Not many understood how the Messiah could allow himself to be nailed to the cross and do nothing to try to save himself, the pope said. But "Jesus saved us by remaining on the cross. And all of us know that it is not easy to remain on the cross, our little everyday crosses."

But upon that great cross and with great suffering, Jesus "stayed there and there he saved us, there he showed us his great omnipotence and there he forgave us," the pope said.

The fact that he -- an innocent man -- died between two criminals attests to the fact that "God's salvation can reach anyone in any condition, even the most negative and painful, he said. "God's salvation is for everyone, no one is excluded," but his mercy and pardon are there "above all for the bad because the church is mercy."

God is always there offering himself, the pope said.

Pope Francis urged those who are suffering, especially those confined to a hospital bed, locked in a prison or trapped by war to gaze at the cross, "let the power of the Gospel penetrate your hearts and console you, give you hope and the deepest assurance that no one is excluded."

The "good thief," who recognized who Jesus was, admitted his own guilt and saw his earthly punishment as just, is the perfect role model of repentance and an excellent example of a Christian who trusts in God, the pope said.

He showed a profound respect and reverence for God; he was aware of God's omnipotence and his infinite goodness, the pope said, and "it is this confident respect that helps make room for God and trust in his mercy even in the darkest night."

That Jesus is there among the guilty, offering salvation, scandalizes the leaders, the pope said, but for the good thief, "it is the bedrock of his faith."

Here "the unthinkable has happened -- God loved me so much that he died on the cross for me."

True, "he was a big thief, a sinner," who stole from people his whole life, but in the end he was sorry and asked for forgiveness, which meant he also "succeeded in 'stealing' heaven.
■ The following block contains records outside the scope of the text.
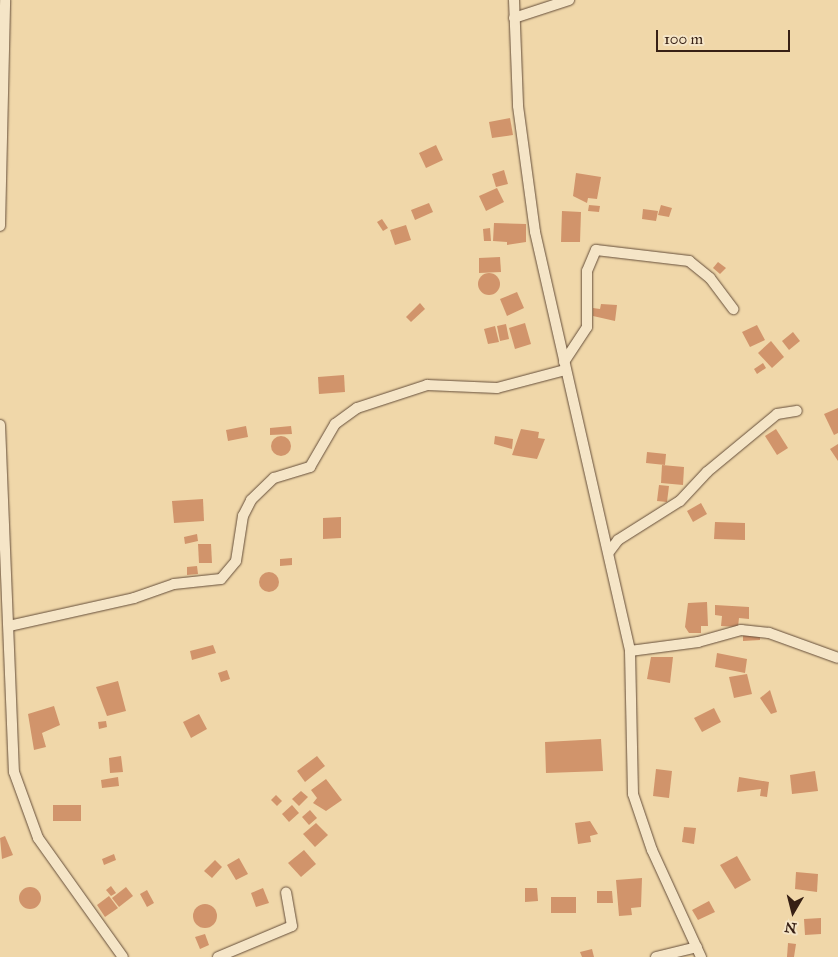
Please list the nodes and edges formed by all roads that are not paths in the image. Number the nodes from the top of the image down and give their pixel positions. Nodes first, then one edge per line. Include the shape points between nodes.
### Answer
1 (5, 0) edge
2 (514, 0) edge
3 (569, 0) edge
4 (514, 18) junction
5 (0, 226) edge
6 (733, 309) dead end
7 (564, 366) junction
8 (797, 410) dead end
9 (0, 425) edge
10 (605, 538) junction
11 (618, 540) junction
12 (609, 552) junction
13 (9, 626) junction
14 (630, 651) junction
15 (838, 658) edge
16 (286, 893) dead end
17 (699, 952) edge
18 (123, 957) edge
19 (218, 957) edge
20 (656, 957) edge

1 - 5 street
2 - 4 street
3 - 4 street
4 - 7 street via 522,146
6 - 7 street via 710,278 689,261 596,250 587,270 587,327
7 - 10 street
7 - 13 street via 497,388 427,385 357,408 335,424 310,466 274,478 251,500 242,516 236,561 221,579 174,584 134,598
8 - 11 street via 777,414 707,472 680,501
9 - 13 street
10 - 11 street
10 - 12 street
11 - 12 street
12 - 14 street
13 - 18 street via 14,772 24,803 38,838
14 - 15 street via 698,642 741,630 769,633
14 - 17 street via 633,794 652,850
16 - 19 street via 292,926
17 - 20 street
He was a very good thief," the pope said with a smile.

The Lord's passion finds its culmination in his words of pardon on the cross, the pope said, and reveals his mission -- to save all sinners.

"On the cross, the final act confirms the realization of this saving plan" and underlines that from the very beginning Christ reveals himself as the "definitive and unique incarnation of the father's love. Jesus is truly the face of the father's mercy," he said.